タイムはレイの鼓動を感じた。大猿であるレイの毛はフカフカしていた。

「変わらない、レイ兄上は大猿になっても、ずっと、優しいままだ」

タイムは心細かった。ずっと一人でレイを元に戻す方法を求めて旅をした。


旅は手探りだった。

何度、挫折したかは分からない。


カクカクカクカクカク

大猿が優しく、ありがとうと何度も何度も、首を傾けた。


タイムは報われた。


3

タイムは決意した。


母であるエミリアがやって来た。

エミリアはなんとなくだが状況を理解した。


大猿はエミリアを見たあとに、満足だとでもいうように森へ帰っていった。

「待って! レイ! 」

エミリアは叫んだ。母は息子の名前を呼んだ。


バスターの遺体を見たエミリアは、気絶した。ストレスが最高潮に達したのだろう。


母であるエミリアは状況を察したが、第三者が見れば、タイムがバスターを殺したように見える。

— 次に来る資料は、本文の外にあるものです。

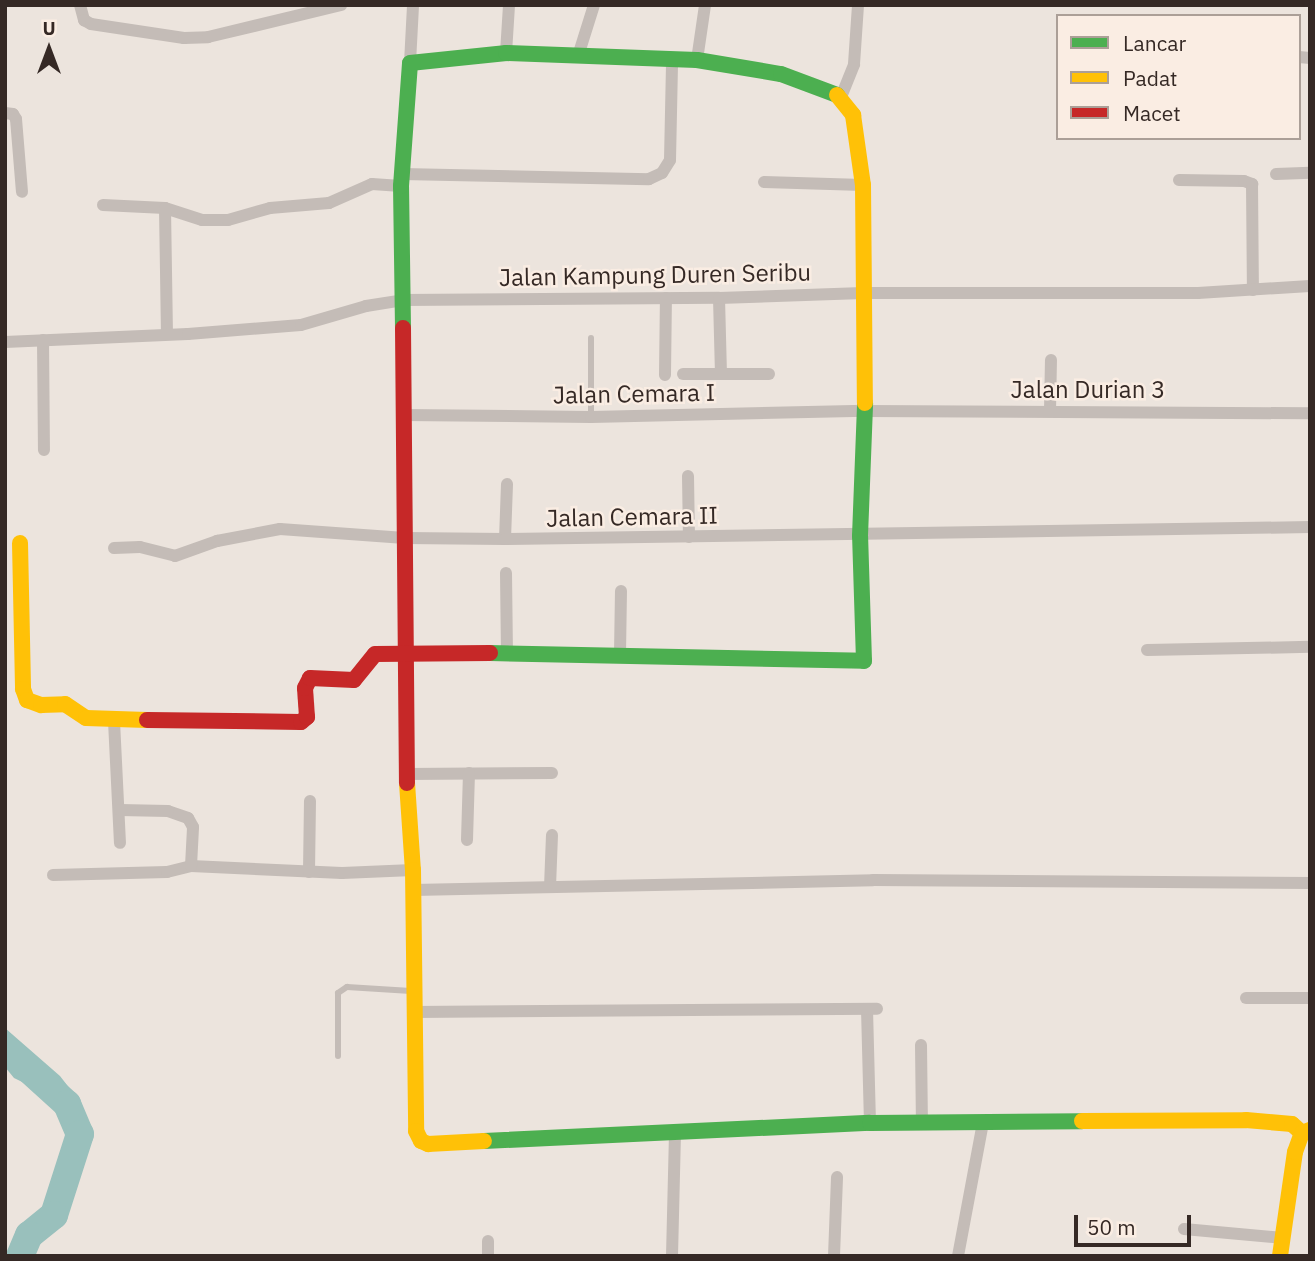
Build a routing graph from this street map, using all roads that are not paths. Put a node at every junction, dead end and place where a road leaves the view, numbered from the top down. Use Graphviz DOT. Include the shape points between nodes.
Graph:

アートレイの創ったグルドニア王国が、血で血を争う構図となってしまう。


「バスター、ごめんよ。バスター、本当はこのまま眠らせてあげたいけど……私は悪魔だね。私のことを恨んでもらって構わない……バスター、《強奪》、《生命置換》」

タイムはバスターの遺体を《強奪》して取り込んだ。


ガキン、ゴキン、バキン


「ああああああぁぁぁぁ! 」

タイムの身体が変化する。骨格が変わり新たに形成された。痛みも伴う。タイムは気絶しそうになりながらも、耐えた。


「はぁ、はぁ、はぁ、はぁ」

タイムの姿がバスターとなる。


「バスター、私は父とバスターに誓う。絶対に、父の創ったこのグルドニアを守って見せる。どんなことをしようと! カエルとイタチ! 奴等の……何年かかろうが、息の根を止める! 」


タイムは誰にも理解されないであろう。

ヘルモードを選んだ。


事件は穏便にすんだ。

記録には、タイムがバスターを殺そうとして、返り討ちにあった。

側近であるカエルとイタチは巻き添えをくらった。


幸いなことに《強奪》により、バスターの記憶がタイムにも流れた。


そのため、政務には支障がなかった。

誰にもバスターの姿をしたタイムを疑わなかった。


アナライズは、タイムを序列第三位のマスター登録した。

アナライズは王座に変形した。

アナライズはタイムを孤独にしないように、一番近くで相談役となった。

アナライズの声は、タイムにしか聞こえなかった。


タイムはバスターの記憶を可能な限り覗いた。


バスターも、本当は秘密裏にレイを元に戻す薬の作成をカエルとイタチに頼んだところを、かどわかされたようだった。


タイムは悪魔達に対する憎悪が膨れた。


母であるエミリアには、本当のことを話さなかった。

「きっと、夢を見たのでしょう。()()()は死にました」

エミリアにはきっと全てバレていた。しかし、タイムは話さなかった。


業を背負うのは自分だけでよかった。



グルドニア王国歴30年

アートレイが行方不明になり十年が経過した。

国民にはアートレイは、賢き竜との古傷により、闘病の末に崩御したと公表した。


タイムは今日もグルドニアを守っている。

父であるアートレイに代わって。

兄であるバスターに代わって。


カクカクカクカクカク


レイもグルドニアを守っている。

森の奥から大好きなグルドニアを守っている。

いつしかレイは、猿王レイアートと呼ばれるようになった。


グルドニアはずっと、ずっと、三人の兄弟によって守られている。


「ゲコゲコ」

「クククッ」


悪魔達から今日も今日とて……守っている。


王座となったアナライズが、エメラルド色の瞳を点滅させた。


要約すると

第一王子レイは、エリティエールの留学中に人体実験によって、大猿になりました。

猿王レイアートは、第一部の閑話でアーモンドに稽古をつけています。


第二王子バスターは、悪魔達の犠牲になりました。


第三王子タイムは《強奪》、《生命置換》でバスターに成り代わってグルドニアを守っています。


閑章 賢王のタコで、デニッシュの父は《強奪》を繰り返したタイムです。